Método Escolástico: A estrutura de disputa intelectual baseada em perguntas, objeções e resoluções racionais.
Teologia Natural: A possibilidade de conhecer a existência de Deus apenas pelo exercício da razão humana, sem auxílio imediato da revelação.
Deus dos Filósofos vs. Deus da Fé: A distinção entre a necessidade lógica de um Primeiro Motor e a adesão pessoal ao Deus cristão.
Transcrição da Aula
Biografia, Rigor e a Vocação Dominicana
Tomás de Aquino (1225–1274) viveu apenas quarenta e nove anos, período breve que, no entanto, foi suficiente para que ele redefinisse toda a filosofia posterior. Oriundo da pequena nobreza italiana, Aquino foi destinado precocemente à vida religiosa de prestígio, tendo iniciado seus estudos na abadia de Monte Cassino e, posteriormente, na Universidade de Nápoles. Contra os desejos de sua família, que almejava vê-lo como um abade de poder político, ele optou por se juntar aos dominicanos, uma ordem mendicante sem a mesma influência nobiliárquica.
A resistência familiar culminou em um sequestro planejado por seus irmãos, que o mantiveram em cativeiro no castelo da família por um ano. O professor narra que, em uma tentativa de quebrar sua fibra moral, seus irmãos enviaram uma prostituta aos seus aposentos; Tomás, contudo, repeliu a tentativa de sedução ameaçando-a com um ferro em brasa, preservando sua castidade.

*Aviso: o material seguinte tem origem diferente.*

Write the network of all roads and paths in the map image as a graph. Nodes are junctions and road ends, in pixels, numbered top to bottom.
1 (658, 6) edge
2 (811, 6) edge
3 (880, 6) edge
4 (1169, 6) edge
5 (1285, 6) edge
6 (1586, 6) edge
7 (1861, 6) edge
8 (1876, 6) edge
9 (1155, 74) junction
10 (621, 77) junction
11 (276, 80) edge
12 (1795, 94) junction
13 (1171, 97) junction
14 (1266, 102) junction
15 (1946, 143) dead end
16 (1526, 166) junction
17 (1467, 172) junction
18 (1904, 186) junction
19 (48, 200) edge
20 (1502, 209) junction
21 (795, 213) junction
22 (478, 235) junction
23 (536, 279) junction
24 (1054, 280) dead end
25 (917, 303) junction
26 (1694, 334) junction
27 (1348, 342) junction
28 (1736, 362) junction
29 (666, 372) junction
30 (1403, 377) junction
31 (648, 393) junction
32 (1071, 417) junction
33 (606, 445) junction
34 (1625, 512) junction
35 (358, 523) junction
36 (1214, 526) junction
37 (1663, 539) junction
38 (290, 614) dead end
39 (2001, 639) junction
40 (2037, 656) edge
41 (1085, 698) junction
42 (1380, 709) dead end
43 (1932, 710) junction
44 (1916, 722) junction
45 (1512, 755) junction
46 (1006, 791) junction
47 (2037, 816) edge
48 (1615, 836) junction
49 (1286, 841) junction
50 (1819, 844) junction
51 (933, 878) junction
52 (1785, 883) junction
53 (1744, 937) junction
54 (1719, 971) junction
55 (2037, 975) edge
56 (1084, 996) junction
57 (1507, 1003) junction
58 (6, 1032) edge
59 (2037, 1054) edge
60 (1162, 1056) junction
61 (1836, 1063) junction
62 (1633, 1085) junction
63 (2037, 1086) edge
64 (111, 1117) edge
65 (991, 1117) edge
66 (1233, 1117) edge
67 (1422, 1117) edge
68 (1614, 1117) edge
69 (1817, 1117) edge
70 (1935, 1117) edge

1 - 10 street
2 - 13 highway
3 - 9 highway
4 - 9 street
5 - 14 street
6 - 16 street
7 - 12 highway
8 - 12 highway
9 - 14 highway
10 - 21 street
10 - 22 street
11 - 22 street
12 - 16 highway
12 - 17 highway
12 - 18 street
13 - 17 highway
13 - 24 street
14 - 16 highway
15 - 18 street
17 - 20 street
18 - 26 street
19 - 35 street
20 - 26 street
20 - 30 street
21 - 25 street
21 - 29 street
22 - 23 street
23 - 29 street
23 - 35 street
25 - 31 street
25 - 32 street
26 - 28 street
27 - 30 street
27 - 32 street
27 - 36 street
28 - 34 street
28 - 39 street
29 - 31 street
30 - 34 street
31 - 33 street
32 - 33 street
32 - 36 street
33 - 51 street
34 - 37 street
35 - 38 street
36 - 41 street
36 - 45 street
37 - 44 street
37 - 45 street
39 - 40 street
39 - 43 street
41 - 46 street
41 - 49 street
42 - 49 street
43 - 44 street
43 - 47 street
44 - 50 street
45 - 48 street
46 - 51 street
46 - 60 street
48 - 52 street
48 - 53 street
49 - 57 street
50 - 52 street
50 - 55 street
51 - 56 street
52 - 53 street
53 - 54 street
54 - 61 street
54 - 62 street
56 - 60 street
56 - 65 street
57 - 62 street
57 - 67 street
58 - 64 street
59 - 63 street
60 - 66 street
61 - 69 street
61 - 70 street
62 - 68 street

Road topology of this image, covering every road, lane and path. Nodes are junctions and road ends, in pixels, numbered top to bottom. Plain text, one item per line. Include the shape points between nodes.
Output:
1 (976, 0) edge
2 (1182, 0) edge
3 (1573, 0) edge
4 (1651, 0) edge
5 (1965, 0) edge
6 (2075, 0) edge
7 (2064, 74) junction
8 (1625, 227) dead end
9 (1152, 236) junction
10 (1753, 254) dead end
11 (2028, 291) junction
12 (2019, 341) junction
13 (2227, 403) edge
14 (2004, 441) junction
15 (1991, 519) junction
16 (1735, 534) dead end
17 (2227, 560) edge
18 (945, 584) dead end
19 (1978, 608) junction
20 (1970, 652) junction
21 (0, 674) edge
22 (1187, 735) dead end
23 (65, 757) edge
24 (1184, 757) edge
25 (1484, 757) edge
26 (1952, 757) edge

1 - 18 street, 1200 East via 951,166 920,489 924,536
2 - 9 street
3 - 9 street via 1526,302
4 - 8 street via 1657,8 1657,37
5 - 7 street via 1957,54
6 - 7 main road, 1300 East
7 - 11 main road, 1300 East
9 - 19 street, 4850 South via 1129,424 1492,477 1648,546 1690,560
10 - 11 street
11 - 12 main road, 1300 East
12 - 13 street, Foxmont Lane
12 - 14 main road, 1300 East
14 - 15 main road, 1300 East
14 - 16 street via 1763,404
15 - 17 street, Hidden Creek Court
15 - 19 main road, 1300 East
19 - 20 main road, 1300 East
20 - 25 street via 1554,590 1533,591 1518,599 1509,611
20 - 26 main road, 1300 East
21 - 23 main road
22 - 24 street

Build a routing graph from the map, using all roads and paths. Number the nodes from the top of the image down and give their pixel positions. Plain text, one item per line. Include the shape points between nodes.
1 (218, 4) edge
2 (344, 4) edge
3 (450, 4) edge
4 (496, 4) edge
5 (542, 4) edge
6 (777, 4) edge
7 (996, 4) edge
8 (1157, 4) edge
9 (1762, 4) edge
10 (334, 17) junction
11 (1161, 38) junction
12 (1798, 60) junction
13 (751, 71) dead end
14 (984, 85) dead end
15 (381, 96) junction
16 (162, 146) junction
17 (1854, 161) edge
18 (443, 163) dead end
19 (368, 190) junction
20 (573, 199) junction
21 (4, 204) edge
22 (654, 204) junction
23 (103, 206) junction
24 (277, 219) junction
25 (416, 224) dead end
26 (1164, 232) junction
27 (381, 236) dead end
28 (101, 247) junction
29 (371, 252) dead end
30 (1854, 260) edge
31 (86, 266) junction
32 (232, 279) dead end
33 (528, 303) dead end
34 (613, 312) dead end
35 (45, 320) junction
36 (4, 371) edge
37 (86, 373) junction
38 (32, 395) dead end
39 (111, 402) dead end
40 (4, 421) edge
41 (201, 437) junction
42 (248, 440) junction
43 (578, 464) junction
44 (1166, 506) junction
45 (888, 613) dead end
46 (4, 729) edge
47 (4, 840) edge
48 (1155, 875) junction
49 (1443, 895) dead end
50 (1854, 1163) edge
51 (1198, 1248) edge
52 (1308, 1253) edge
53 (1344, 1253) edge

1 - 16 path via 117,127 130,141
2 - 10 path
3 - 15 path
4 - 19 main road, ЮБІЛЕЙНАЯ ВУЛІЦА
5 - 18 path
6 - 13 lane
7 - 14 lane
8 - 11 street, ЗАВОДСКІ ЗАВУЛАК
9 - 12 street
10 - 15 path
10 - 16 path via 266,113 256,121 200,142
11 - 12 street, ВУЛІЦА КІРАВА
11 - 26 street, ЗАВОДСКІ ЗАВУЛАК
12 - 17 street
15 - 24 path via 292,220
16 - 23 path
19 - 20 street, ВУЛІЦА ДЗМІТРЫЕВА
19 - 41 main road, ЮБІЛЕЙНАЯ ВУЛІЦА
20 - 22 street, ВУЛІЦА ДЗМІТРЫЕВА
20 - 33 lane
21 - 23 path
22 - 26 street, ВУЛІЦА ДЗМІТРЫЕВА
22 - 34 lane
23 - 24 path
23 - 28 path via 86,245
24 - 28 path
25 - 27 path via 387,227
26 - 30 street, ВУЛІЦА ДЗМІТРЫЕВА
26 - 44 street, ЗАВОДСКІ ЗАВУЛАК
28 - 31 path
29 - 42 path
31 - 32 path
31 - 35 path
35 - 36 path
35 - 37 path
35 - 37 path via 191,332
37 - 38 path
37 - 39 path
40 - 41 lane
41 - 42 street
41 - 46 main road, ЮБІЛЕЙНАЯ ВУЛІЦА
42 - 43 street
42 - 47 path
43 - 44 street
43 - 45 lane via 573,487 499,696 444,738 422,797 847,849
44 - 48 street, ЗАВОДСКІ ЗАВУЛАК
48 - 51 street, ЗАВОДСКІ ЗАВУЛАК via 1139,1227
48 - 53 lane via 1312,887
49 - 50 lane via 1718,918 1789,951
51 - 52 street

Sua fuga foi finalmente facilitada por sua mãe, que, percebendo a vontade inabalável do filho, permitiu que ele escapasse por uma janela. Esse episódio marca sua ida definitiva para a Universidade de Paris, onde se tornaria o discípulo predileto de Alberto Magno.
O Boi Mudo e a Produção Intelectual
Em Paris, Aquino destacou-se por seu temperamento silencioso e sua compleição física robusta, o que lhe rendeu o apelido jocoso de boi mudo entre os colegas. Alberto Magno, ao tomar conhecimento da alcunha, profetizou que, quando aquele boi decidisse mugir, seu som seria ouvido pelo mundo inteiro. De fato, a produtividade de Tomás foi extraordinária: em vinte anos de trabalho, escreveu cerca de oito milhões de palavras, volume que supera em oito vezes a obra sobrevivente de Aristóteles. Além de tratados teológicos e filosóficos, como a Summa Theologiae, Aquino redigiu liturgias fundamentais, como a de Corpus Christi, a pedido do Papa Clemente IV, demonstrando seu trânsito entre o brilhantismo intelectual e a alta hierarquia da Igreja.
O Desafio Aristotélico e a Condenação de 1277
A maturidade intelectual de Tomás de Aquino coincidiu com a crescente influência de Aristóteles e de seu comentarista árabe, Averróis, nas universidades europeias. Inicialmente visto com reservas por ser um aristotélico cristão, Tomás enfrentou oposição daqueles que temiam que seu pensamento derivasse para o averroísmo radical. Mesmo após sua morte, em 1277, o bispo de Paris, Étienne Tempier, incluiu proposições tomistas em uma lista de duzentas e dezenove teses condenadas. Foi necessária a intervenção póstuma de seu mestre, Alberto Magno, para defender a ortodoxia do pensamento de Aquino, que viria a ser reconhecido no século XVI como Doutor da Igreja.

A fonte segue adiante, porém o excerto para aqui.